The adhesive member-manufacturing apparatus, the light-emitting element, the electronic devices/apparatus, or any other relevant apparatuses/devices or components according to embodiments of the present disclosure described herein may be implemented utilizing any suitable hardware, firmware (e.g., an application-specific integrated circuit), software, or a combination of software, firmware, and hardware. For example, the various components of the device may be formed on one integrated circuit (IC) chip or on separate IC chips. Further, the various components of the device may be implemented on a flexible printed circuit film, a tape carrier package (TCP), a printed circuit board (PCB), or formed on one substrate. Further, the various components of the device may be a process or thread, running on one or more processors, in one or more computing devices, executing computer program instructions and interacting with other system components for performing the various functionalities described herein. The computer program instructions are stored in a memory which may be implemented in a computing device using a standard memory device, such as, for example, a random access memory (RAM). The computer program instructions may also be stored in other non-transitory computer readable media such as, for example, a CD-ROM, flash drive, or the like. Also, a person of skill in the art should recognize that the functionality of various computing devices may be combined or integrated into a single computing device, or the functionality of a particular computing device may be distributed across one or more other computing devices without departing from the scope of the embodiments of the present disclosure.
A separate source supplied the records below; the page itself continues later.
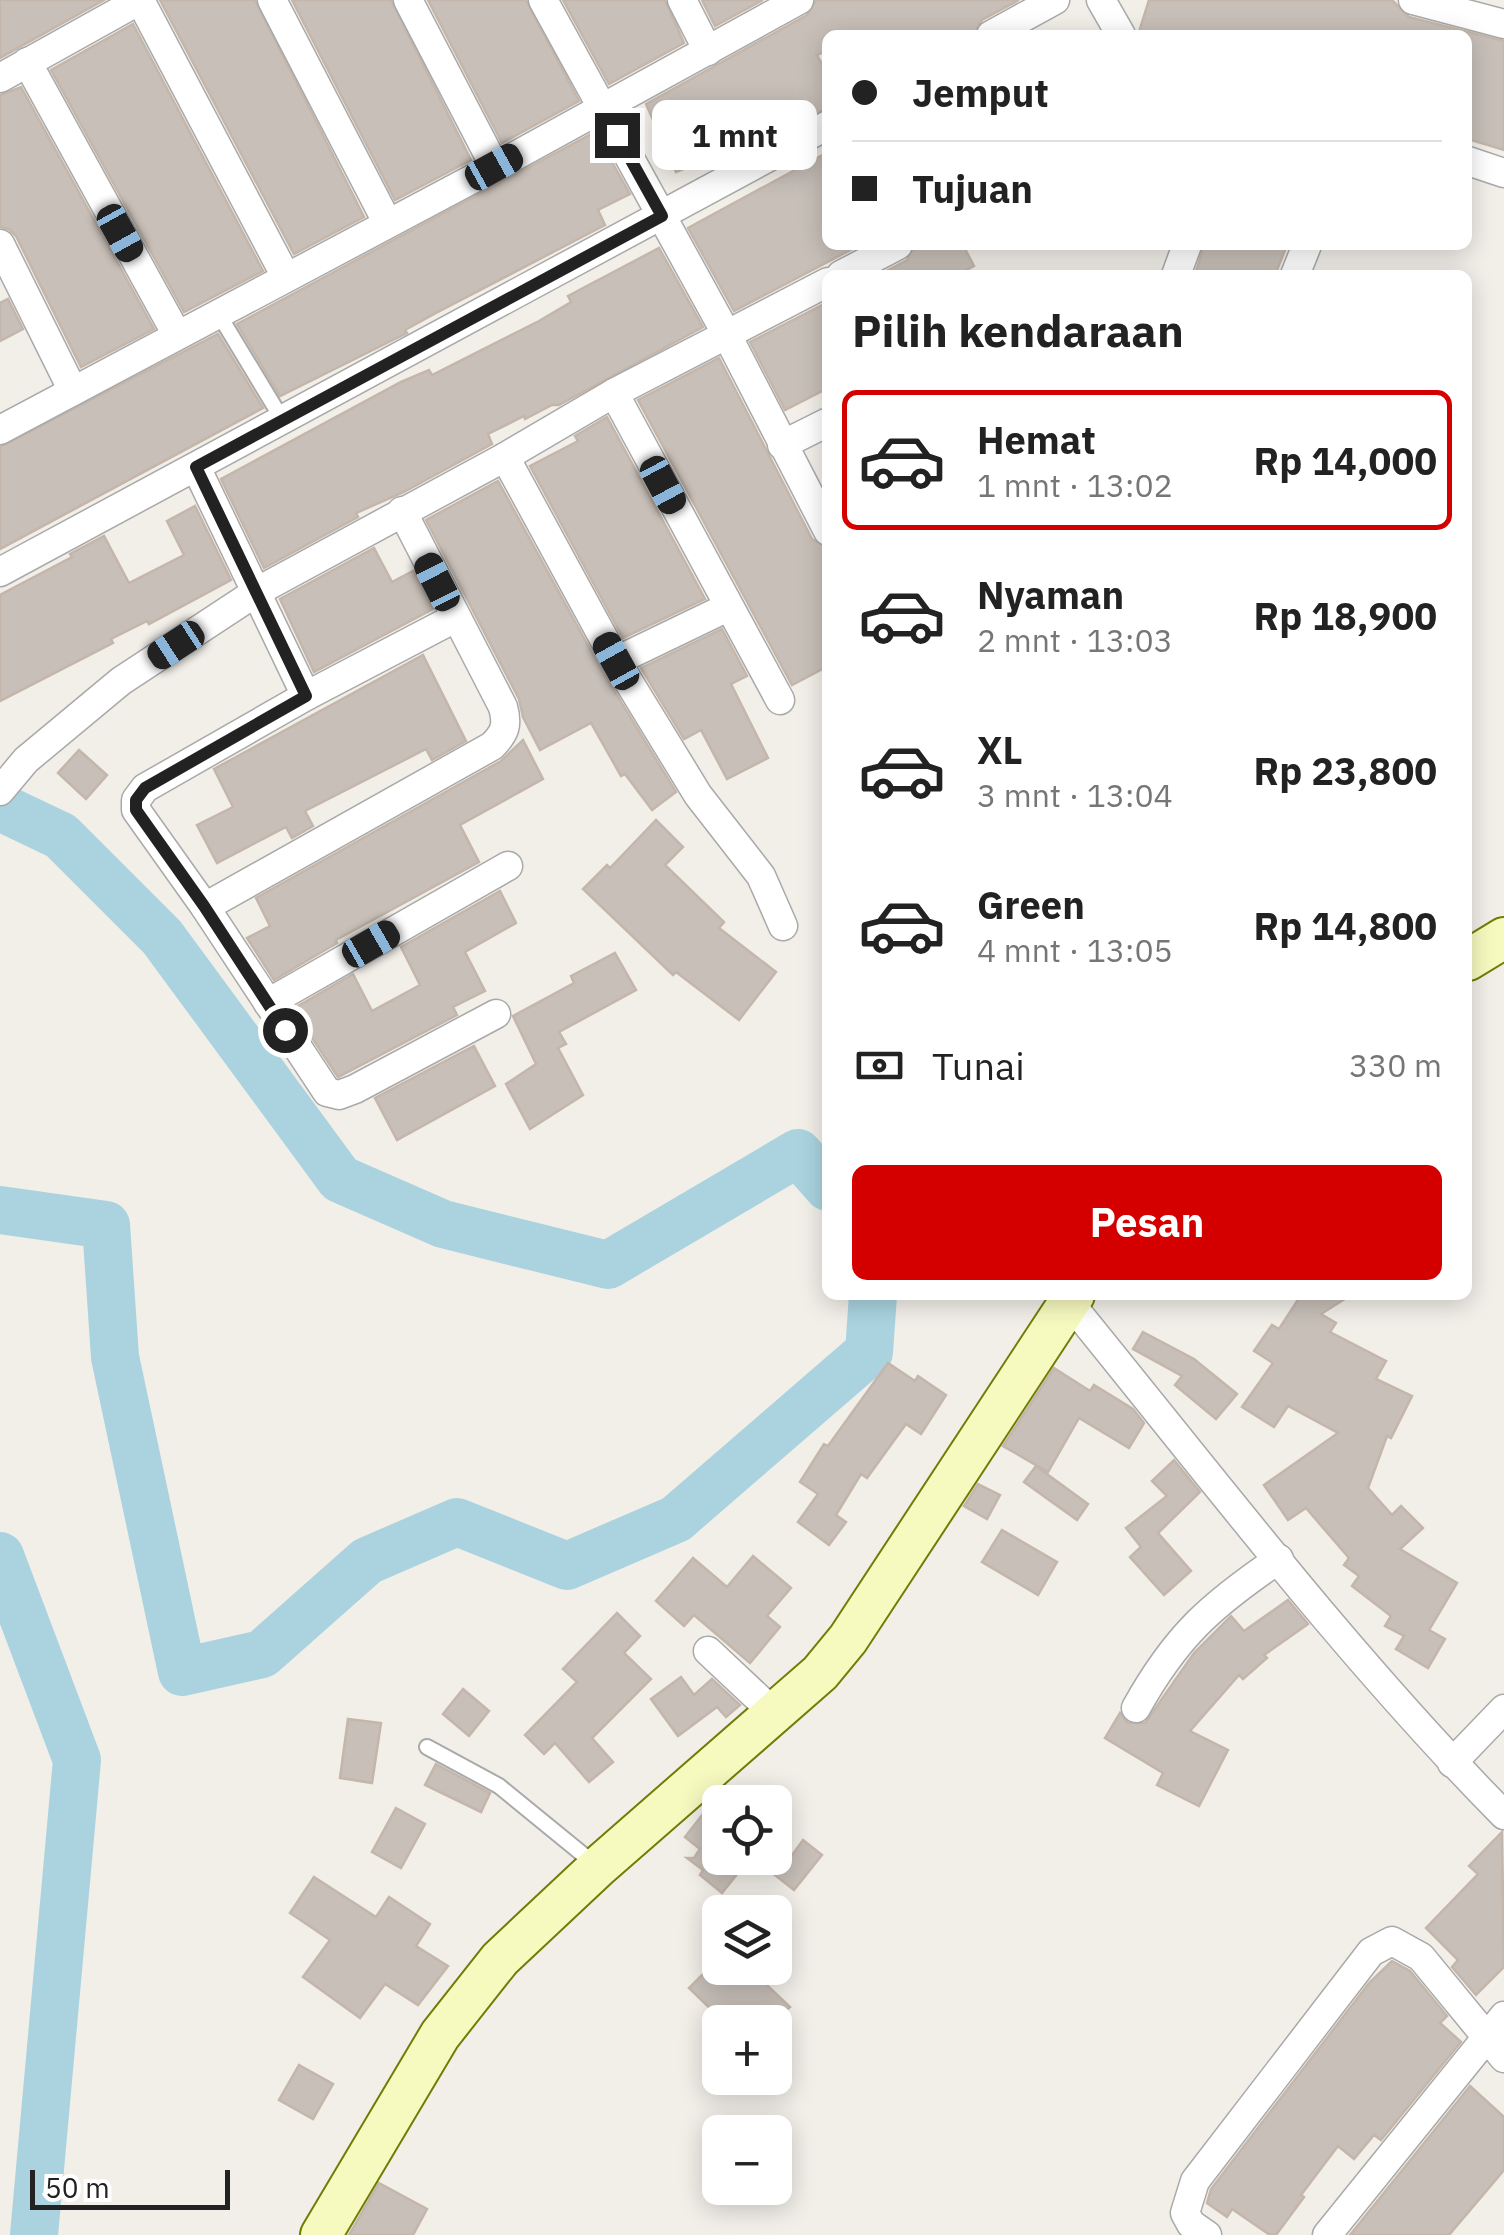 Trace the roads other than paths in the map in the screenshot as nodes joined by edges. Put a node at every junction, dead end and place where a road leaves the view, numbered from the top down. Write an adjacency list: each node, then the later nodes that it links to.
1 (140, 0): 14 (street); 26 (street)
2 (272, 0): 22 (street)
3 (408, 0): 19 (street)
4 (543, 0): 16 (street)
5 (682, 0): 13 (street)
6 (799, 0): 13 (street)
7 (1055, 0): 11 (street)
8 (1101, 0): 12 (street)
9 (1413, 0): 10 (street)
10 (1504, 24)
11 (1000, 30)
12 (1118, 30)
13 (708, 52): 16 (street)
14 (27, 62): 15 (street); 29 (street)
15 (0, 78)
16 (602, 108): 19 (street); 21 (street)
17 (822, 128): 21 (street)
18 (1472, 162): 20 (street)
19 (494, 167): 22 (street)
20 (1504, 174)
21 (662, 216): 30 (street); 33 (street)
22 (387, 222): 26 (street)
23 (0, 244): 31 (street)
24 (888, 250): 25 (street)
25 (850, 270)
26 (286, 277): 28 (street)
27 (822, 285): 30 (street)
28 (218, 313): 29 (street); 33 (lane)
29 (176, 335): 31 (street)
30 (728, 335): 32 (street); 36 (street)
31 (73, 391): 35 (street)
32 (614, 393): 37 (street); 43 (street)
33 (282, 419): 38 (street)
34 (822, 425): 36 (street)
35 (0, 430)
36 (782, 445): 40 (street)
37 (506, 457): 39 (street); 45 (street)
38 (196, 467): 41 (street); 42 (street)
39 (402, 511): 42 (street); 44 (street)
40 (822, 521)
41 (0, 572)
42 (258, 591): 46 (street); 48 (street)
43 (728, 607): 45 (street); 47 (street)
44 (455, 618): 46 (street); 50 (street)
45 (616, 661): 51 (street)
46 (306, 696): 50 (street)
47 (780, 700)
48 (0, 791)
49 (508, 866): 54 (street)
50 (204, 906): 54 (street)
51 (783, 926)
52 (1504, 938): 53 (street)
53 (1472, 958)
54 (268, 1003): 55 (street)
55 (496, 1014)
56 (1071, 1300): 62 (street)
57 (1074, 1300): 58 (street)
58 (1278, 1559): 60 (street); 64 (street)
59 (708, 1651): 62 (street)
60 (1136, 1708)
61 (1504, 1709): 64 (street)
62 (774, 1713): 66 (street)
63 (426, 1746): 66 (lane)
64 (1452, 1763): 65 (street)
65 (1504, 1815)
66 (598, 1867): 69 (street)
67 (1504, 2016): 68 (street)
68 (1495, 2048): 70 (street); 71 (street)
69 (320, 2235)
70 (1207, 2235)
71 (1328, 2235)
Although the present disclosure has been described with reference to example embodiments of the disclosure, it will be understood that the present disclosure should not be limited to these embodiments but one or more suitable changes and modifications can be made by those skilled in the art without departing from the spirit and scope of the present disclosure.

Accordingly, the technical scope of the present disclosure is not intended to be limited to the contents set forth in the detailed description of the disclosure, but is intended to be defined by the appended claims and equivalents thereof.